During the Crusaders' attempts to get past the walls of Acre, the allies assemble in conference, but in disarray. Richard receives word that his brother John has seized the throne of England. Richard's ally,  Philip II of France, is enraged at Richard's rejection of his sister Alice, but Richard defies Philip and the other troubled allies by proclaiming Berengaria Queen of England. The Christian leaders meet in parley with the Muslim Sultan and leader Saladin. Saladin is struck by Berengaria's beauty and bravery in supporting her husband. However, he rejects any truce with the Crusaders, and declares that the arrogant Richard will "never pass the gates of Jerusalem."
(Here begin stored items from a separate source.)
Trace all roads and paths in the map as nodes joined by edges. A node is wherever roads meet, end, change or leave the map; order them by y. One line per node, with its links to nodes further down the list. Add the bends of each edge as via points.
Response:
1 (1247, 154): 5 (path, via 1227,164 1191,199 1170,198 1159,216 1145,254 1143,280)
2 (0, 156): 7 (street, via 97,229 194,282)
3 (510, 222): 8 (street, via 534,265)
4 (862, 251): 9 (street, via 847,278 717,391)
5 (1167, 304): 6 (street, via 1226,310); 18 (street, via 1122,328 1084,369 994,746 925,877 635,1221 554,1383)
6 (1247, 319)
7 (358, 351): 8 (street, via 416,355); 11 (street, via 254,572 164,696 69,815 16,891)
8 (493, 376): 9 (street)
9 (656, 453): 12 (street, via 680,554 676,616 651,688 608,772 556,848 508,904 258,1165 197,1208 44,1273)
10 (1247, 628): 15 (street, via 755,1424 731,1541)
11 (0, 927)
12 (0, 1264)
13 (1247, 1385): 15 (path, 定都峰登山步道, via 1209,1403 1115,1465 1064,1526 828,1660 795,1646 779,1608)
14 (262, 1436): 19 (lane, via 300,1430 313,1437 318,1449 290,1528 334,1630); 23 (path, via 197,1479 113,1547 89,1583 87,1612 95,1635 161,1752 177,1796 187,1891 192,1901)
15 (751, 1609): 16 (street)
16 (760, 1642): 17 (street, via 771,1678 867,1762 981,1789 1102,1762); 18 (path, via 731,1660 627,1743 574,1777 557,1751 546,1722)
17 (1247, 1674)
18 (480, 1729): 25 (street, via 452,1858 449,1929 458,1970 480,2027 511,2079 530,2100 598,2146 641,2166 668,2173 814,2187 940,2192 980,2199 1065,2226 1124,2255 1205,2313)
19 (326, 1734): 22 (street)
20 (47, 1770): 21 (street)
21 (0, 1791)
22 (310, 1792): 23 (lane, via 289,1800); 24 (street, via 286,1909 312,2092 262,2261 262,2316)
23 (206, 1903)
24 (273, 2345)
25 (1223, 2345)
Berengaria is fearful that her presence in camp is causing disloyalty among Richard's allies, in particular the powerful French King Philip, and may harm their holy quest. Seeking death, she enters no man's land between the lines, only to be wounded and captured by the forces of Saladin. The hermit, the Christian "holy man" who had preached the Crusade, also is captured. Saladin escapes the siege, and after finding Berengaria wounded, brings her to Jerusalem to care for her, with admiration and growing affection. Not knowing this Richard and the Crusaders storm Acre to save the Queen of England.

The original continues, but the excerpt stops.